■ **Records for this task**
※ ※ ※

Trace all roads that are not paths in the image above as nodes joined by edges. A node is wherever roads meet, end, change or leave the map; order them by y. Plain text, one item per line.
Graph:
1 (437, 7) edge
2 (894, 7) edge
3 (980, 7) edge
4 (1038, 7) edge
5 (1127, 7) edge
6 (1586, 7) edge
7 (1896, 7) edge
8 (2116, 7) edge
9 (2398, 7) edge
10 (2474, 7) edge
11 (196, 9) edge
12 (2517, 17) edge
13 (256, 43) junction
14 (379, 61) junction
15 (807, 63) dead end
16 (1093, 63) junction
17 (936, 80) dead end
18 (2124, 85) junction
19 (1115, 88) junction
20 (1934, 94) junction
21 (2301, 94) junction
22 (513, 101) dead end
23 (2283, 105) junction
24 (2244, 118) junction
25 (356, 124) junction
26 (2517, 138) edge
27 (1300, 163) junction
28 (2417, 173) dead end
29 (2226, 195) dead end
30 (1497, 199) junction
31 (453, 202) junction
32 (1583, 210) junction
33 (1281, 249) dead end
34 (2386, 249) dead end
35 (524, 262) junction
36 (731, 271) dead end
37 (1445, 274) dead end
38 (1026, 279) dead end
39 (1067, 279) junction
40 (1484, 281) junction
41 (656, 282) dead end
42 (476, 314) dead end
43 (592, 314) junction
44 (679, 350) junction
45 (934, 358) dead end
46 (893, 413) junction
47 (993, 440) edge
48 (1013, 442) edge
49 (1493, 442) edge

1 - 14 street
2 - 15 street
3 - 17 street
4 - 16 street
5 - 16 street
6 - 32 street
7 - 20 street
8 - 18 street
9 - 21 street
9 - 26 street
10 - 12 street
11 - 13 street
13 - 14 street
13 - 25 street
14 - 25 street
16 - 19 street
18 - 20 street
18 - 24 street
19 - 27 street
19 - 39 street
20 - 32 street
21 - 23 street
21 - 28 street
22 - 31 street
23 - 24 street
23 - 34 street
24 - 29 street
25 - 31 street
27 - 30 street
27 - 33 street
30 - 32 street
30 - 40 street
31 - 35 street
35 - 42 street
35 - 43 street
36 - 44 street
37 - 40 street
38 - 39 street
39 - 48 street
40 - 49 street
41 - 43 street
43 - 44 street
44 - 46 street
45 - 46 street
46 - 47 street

※ ※ ※

■ **Task statement**
What you return must match the data above character for character.

■ **Response**
Trace all roads that are not paths in the image above as nodes joined by edges. A node is wherever roads meet, end, change or leave the map; order them by y. Plain text, one item per line.
Graph:
1 (437, 7) edge
2 (894, 7) edge
3 (980, 7) edge
4 (1038, 7) edge
5 (1127, 7) edge
6 (1586, 7) edge
7 (1896, 7) edge
8 (2116, 7) edge
9 (2398, 7) edge
10 (2474, 7) edge
11 (196, 9) edge
12 (2517, 17) edge
13 (256, 43) junction
14 (379, 61) junction
15 (807, 63) dead end
16 (1093, 63) junction
17 (936, 80) dead end
18 (2124, 85) junction
19 (1115, 88) junction
20 (1934, 94) junction
21 (2301, 94) junction
22 (513, 101) dead end
23 (2283, 105) junction
24 (2244, 118) junction
25 (356, 124) junction
26 (2517, 138) edge
27 (1300, 163) junction
28 (2417, 173) dead end
29 (2226, 195) dead end
30 (1497, 199) junction
31 (453, 202) junction
32 (1583, 210) junction
33 (1281, 249) dead end
34 (2386, 249) dead end
35 (524, 262) junction
36 (731, 271) dead end
37 (1445, 274) dead end
38 (1026, 279) dead end
39 (1067, 279) junction
40 (1484, 281) junction
41 (656, 282) dead end
42 (476, 314) dead end
43 (592, 314) junction
44 (679, 350) junction
45 (934, 358) dead end
46 (893, 413) junction
47 (993, 440) edge
48 (1013, 442) edge
49 (1493, 442) edge

1 - 14 street
2 - 15 street
3 - 17 street
4 - 16 street
5 - 16 street
6 - 32 street
7 - 20 street
8 - 18 street
9 - 21 street
9 - 26 street
10 - 12 street
11 - 13 street
13 - 14 street
13 - 25 street
14 - 25 street
16 - 19 street
18 - 20 street
18 - 24 street
19 - 27 street
19 - 39 street
20 - 32 street
21 - 23 street
21 - 28 street
22 - 31 street
23 - 24 street
23 - 34 street
24 - 29 street
25 - 31 street
27 - 30 street
27 - 33 street
30 - 32 street
30 - 40 street
31 - 35 street
35 - 42 street
35 - 43 street
36 - 44 street
37 - 40 street
38 - 39 street
39 - 48 street
40 - 49 street
41 - 43 street
43 - 44 street
44 - 46 street
45 - 46 street
46 - 47 street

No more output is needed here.